Notes of Michael Farber’s Southampton lecture 30-03-2017

Topology of large random spaces

We consider simplicial complexes or manifolds which result from many independent random choices. As in the central limit theorem, their behaviour become predictable.

0.1. Motivations

Complex networks. Usually theu represent pairwise interactions, but it has been realized that interactions between more actors need be taken

It will focus on classical problems in topology: Whitehead and Eilenberg-Ganea conjectures.

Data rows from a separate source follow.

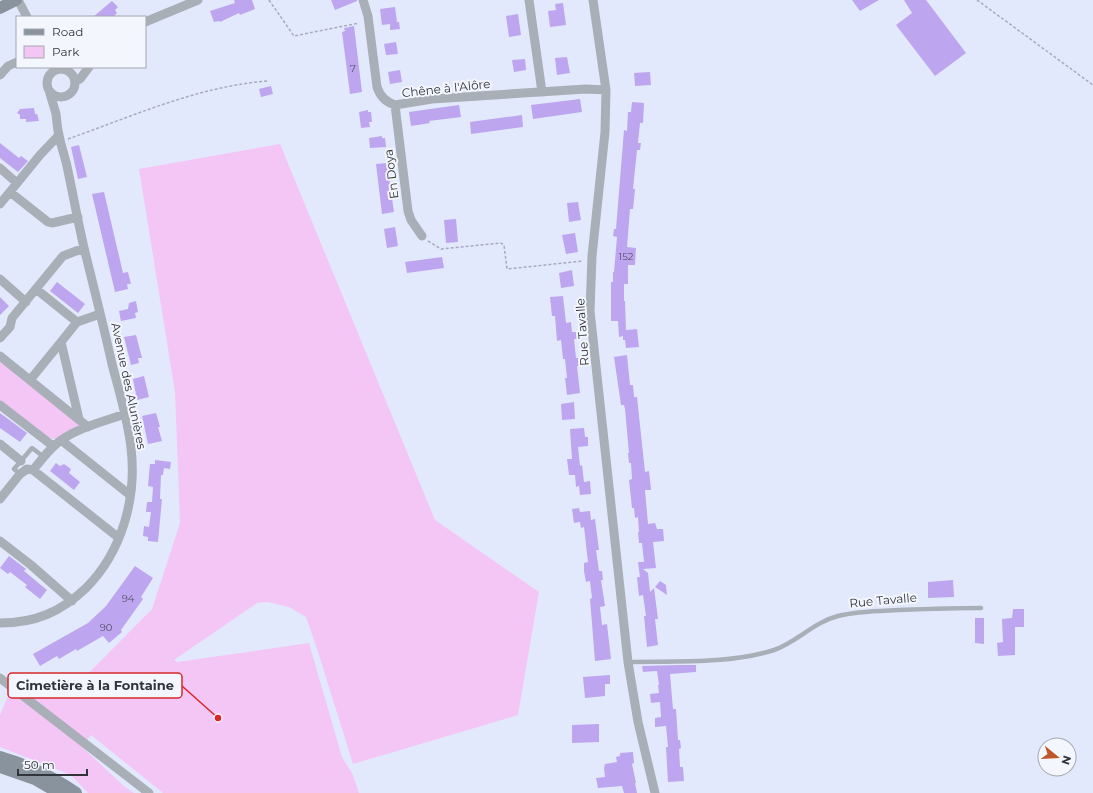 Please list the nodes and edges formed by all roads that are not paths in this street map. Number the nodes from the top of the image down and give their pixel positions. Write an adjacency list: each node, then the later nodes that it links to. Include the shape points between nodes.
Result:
1 (198, 0): 7 (street)
2 (363, 0): 18 (street, Chêne à l'Alôre, via 369,21 377,87 382,97)
3 (529, 0): 16 (street)
4 (593, 0): 15 (street, Rue Tavalle)
5 (11, 3): 6 (street)
6 (25, 16)
7 (146, 22)
8 (16, 62): 11 (street, via 8,66)
9 (46, 68): 12 (street, Avenue des Alunières)
10 (88, 68): 13 (street, via 80,79)
11 (0, 75)
12 (49, 76): 13 (street, via 59,69 64,70 69,72); 14 (street, Avenue des Alunières)
13 (74, 81): 17 (street, via 72,92)
14 (49, 90): 17 (street, via 57,96); 19 (street, Avenue des Alunières)
15 (606, 90): 16 (street, Chêne à l'Alôre); 57 (street, Rue Tavalle, via 605,132 592,260 590,311)
16 (542, 92): 18 (street, Chêne à l'Alôre, via 432,99)
17 (68, 95): 19 (street)
18 (395, 105): 26 (street, En Doya, via 408,211)
19 (55, 112): 20 (street, Avenue des Alunières)
20 (60, 138): 22 (street); 25 (street, Avenue des Alunières)
21 (0, 168): 22 (street)
22 (17, 183): 23 (street)
23 (10, 192): 24 (street); 25 (street, via 48,222)
24 (0, 204)
25 (78, 217): 27 (street, Avenue des Alunières)
26 (422, 236)
27 (84, 248): 29 (street, via 63,256); 31 (street, Avenue des Alunières)
28 (0, 279): 30 (street)
29 (36, 289): 30 (street); 32 (street)
30 (26, 302): 33 (street, via 12,318 10,327)
31 (100, 314): 32 (street); 38 (street, Avenue des Alunières)
32 (77, 322): 34 (street)
33 (0, 337)
34 (61, 342): 36 (street); 39 (street)
35 (0, 356): 36 (street)
36 (30, 380): 39 (street)
37 (0, 404): 43 (street)
38 (125, 414): 40 (street); 50 (street, Avenue des Alunières, via 132,460)
39 (79, 419): 40 (street)
40 (88, 427): 41 (street)
41 (61, 440): 43 (street); 50 (street)
42 (0, 444): 45 (street)
43 (53, 446): 44 (street)
44 (44, 457): 45 (lane, via 32,448); 46 (street)
45 (21, 461): 47 (lane, via 14,469)
46 (33, 470): 47 (street, via 28,469); 52 (street)
47 (20, 474): 49 (street)
48 (0, 482): 49 (street)
49 (8, 489): 51 (street)
50 (130, 495): 52 (street, Avenue des Alunières)
51 (0, 499)
52 (119, 538): 54 (street, Avenue des Alunières, via 100,572)
53 (0, 541): 54 (street)
54 (72, 601): 56 (street, Avenue des Alunières, via 44,616)
55 (981, 608): 57 (lane, Rue Tavalle, via 867,611 838,616 822,622 797,639 774,650 745,658)
56 (0, 623)
57 (628, 662): 64 (street, Rue Tavalle, via 638,722)
58 (0, 678): 63 (street)
59 (0, 757): 62 (main road, via 38,770)
60 (0, 767): 61 (main road, via 36,779)
61 (59, 793)
62 (76, 793)
63 (149, 793)
64 (655, 793)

There are many different models, and I will survey some of them.

1. Random surfaces

Pippenger-Schleich 2006.

Start with {n} oriented triangles, {n} even. Pick a pairing of sides (there are {(3n-1)!!} choices). The number {h} of vertices is a random variables, hence so is the Euler characteristic. With probability {1-5/18n+..}, the surface is connected, its genus has expectation {\mathop{\mathbb E}(g)=n/4+..}.

2. Random 3-manifolds

Dunfield-Thurston 2006.

Start with two handlebodies. Launch random walk on MCG and glue handlebodies;

3. Random polygon spaces

Also known as moduli spaces of linkages.

Fix positive real vector {l} and consider shapes of planar {n}-gons with these edge lengths, i.e. polygons up to planar motions. For generic, {l}, they form a manifold {M_l} (since configurations with aligned edges do not occur) of dimension {n-3}.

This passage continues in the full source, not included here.